My question is the following: in the induction step of the outer induction, may I use the induction hypothesis of the outer one in the induction step of the inner induction, thus effectively using two induction steps?

If you can, then you may.   However, if you cannot, then you mustnot. 
When any justification for $\forall m\geq 1~\forall n\geq 1: P(m,n)\to P(m,n+1)$ could also be a justification for $\forall n\geq 1~\forall m\geq 1: P(m,n)\to P(m+1,n)$, due to symmetry, then you will be justifing premises 2 and 3 simultaneously.
A: Let me outline a double induction proof.  We want to prove $\forall m \forall n P(m,n)$ where the domain of discourse is the positive integers.  As basis, we prove $\forall m P(m, 1).$  Now we assume for some $n,$ $$\forall m P(m,n)\tag 1.$$  Now $(1)$ is our induction hypothesis.  I guess is is what you call the "inner induction hypothesis."  So we have to prove, $$\forall m P(m,n+1)\tag 2.$$  If we can prove $(2)$ then we are done, by induction.  We can prove $(2)$ however we choose (so long as the proof is correct) including proving it by induction.  This would make our proof a double induction.  (I've never heard the term "nested induction" before, but it's clear that you mean the same thing as I mean by "double induction.)

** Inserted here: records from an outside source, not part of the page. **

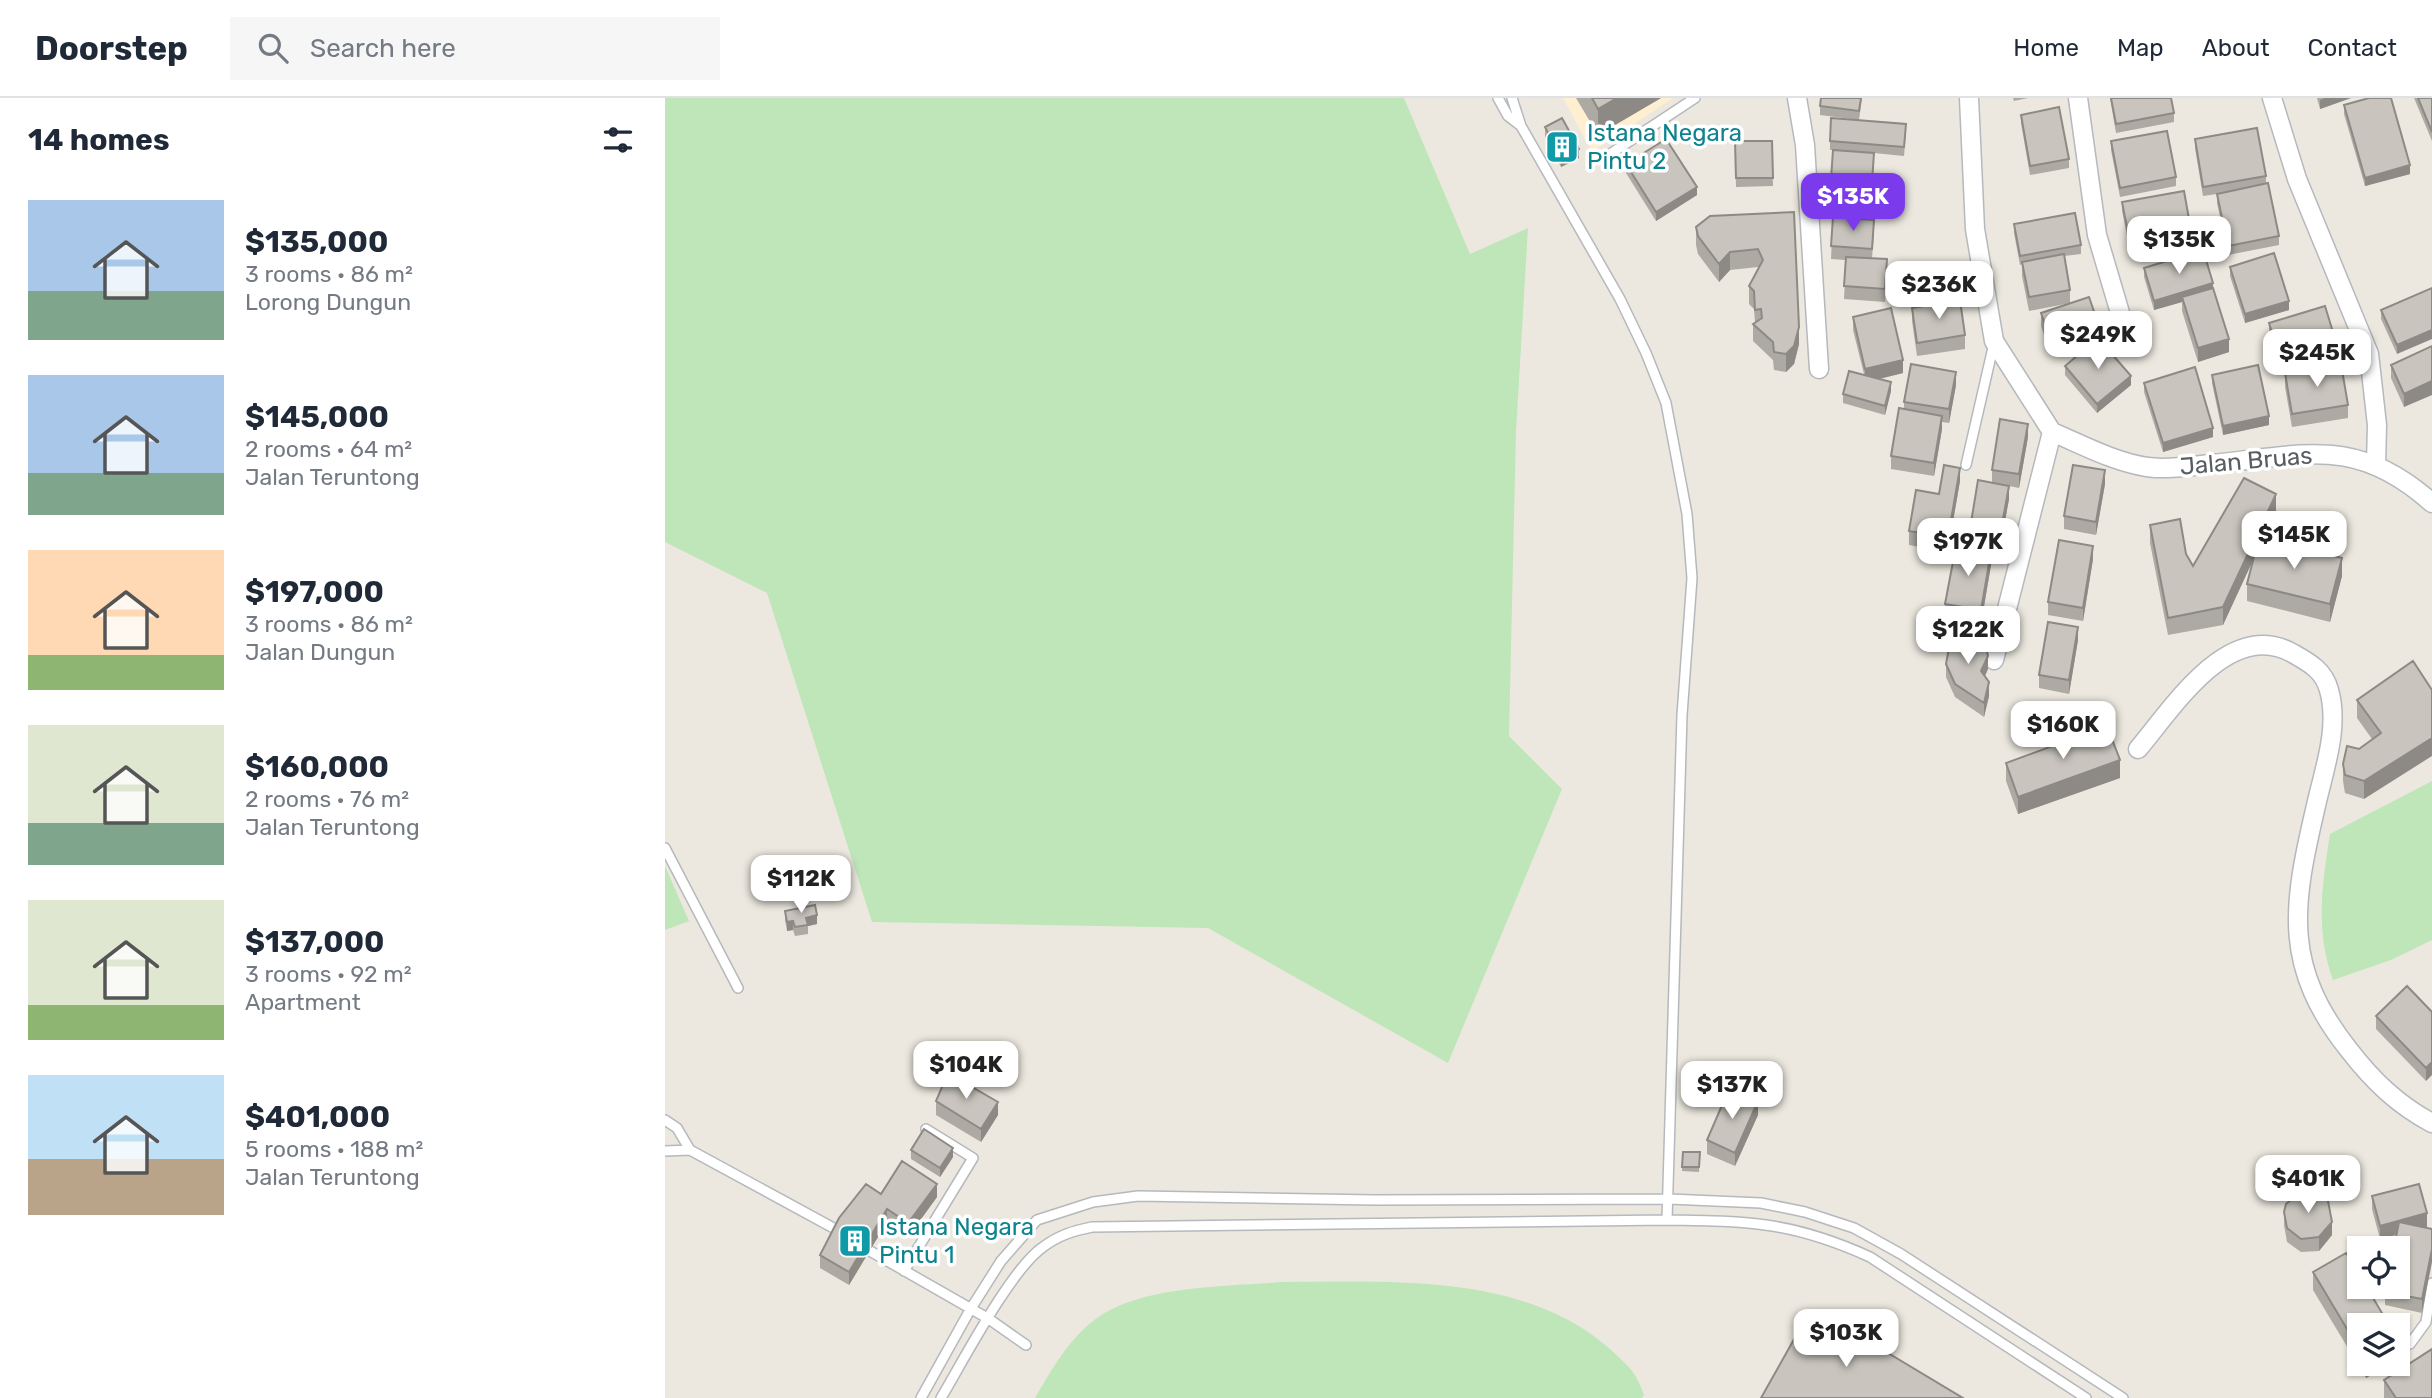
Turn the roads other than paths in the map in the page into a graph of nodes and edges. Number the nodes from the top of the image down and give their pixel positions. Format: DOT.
graph roads {
  1 [pos="1498,98"];
  2 [pos="1512,98"];
  3 [pos="1695,98"];
  4 [pos="1797,98"];
  5 [pos="1969,98"];
  6 [pos="2078,98"];
  7 [pos="2272,98"];
  8 [pos="1521,127"];
  9 [pos="1604,158"];
  10 [pos="2123,323"];
  11 [pos="1994,341"];
  12 [pos="1819,369"];
  13 [pos="2052,432"];
  14 [pos="2376,464"];
  15 [pos="1966,466"];
  16 [pos="2432,503"];
  17 [pos="1994,660"];
  18 [pos="2137,749"];
  19 [pos="665,848"];
  20 [pos="738,988"];
  21 [pos="665,1121"];
  22 [pos="2432,1123"];
  23 [pos="926,1129"];
  24 [pos="690,1150"];
  25 [pos="665,1151"];
  26 [pos="1669,1199"];
  27 [pos="1667,1220"];
  28 [pos="839,1231"];
  29 [pos="870,1251"];
  30 [pos="904,1271"];
  31 [pos="2432,1283"];
  32 [pos="970,1310"];
  33 [pos="989,1319"];
  34 [pos="2410,1344"];
  35 [pos="1026,1345"];
  36 [pos="921,1398"];
  37 [pos="941,1398"];
  38 [pos="2086,1398"];
  39 [pos="2123,1398"];
  1 -- 8 [label="lane"];
  2 -- 8 [label="lane"];
  3 -- 9 [label="lane"];
  4 -- 12 [label="street"];
  5 -- 11 [label="street"];
  6 -- 10 [label="street"];
  7 -- 14 [label="street"];
  8 -- 26 [label="lane"];
  11 -- 13 [label="street"];
  11 -- 15 [label="lane"];
  13 -- 14 [label="street, Jalan Bruas"];
  13 -- 17 [label="street"];
  14 -- 16 [label="street, Jalan Bruas"];
  18 -- 22 [label="street"];
  19 -- 20 [label="lane"];
  21 -- 24 [label="lane"];
  23 -- 30 [label="lane"];
  24 -- 25 [label="lane"];
  24 -- 28 [label="lane"];
  26 -- 27 [label="lane"];
  26 -- 32 [label="lane"];
  26 -- 39 [label="lane"];
  27 -- 33 [label="lane"];
  27 -- 38 [label="lane"];
  29 -- 30 [label="lane"];
  30 -- 32 [label="lane"];
  31 -- 34 [label="lane"];
  32 -- 33 [label="lane"];
  32 -- 36 [label="lane"];
  33 -- 35 [label="lane"];
  33 -- 37 [label="lane"];
}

Now of course you can use $(1)$ in the proof of $(2).$  That's the whole idea of indiction.  So yes, you can have two induction hypotheses at the same time.  I'm a bit confused as to whether this is using the "the induction hypothesis of the outer one in the induction step of the inner induction"  or the other way around, but it doesn't really matter.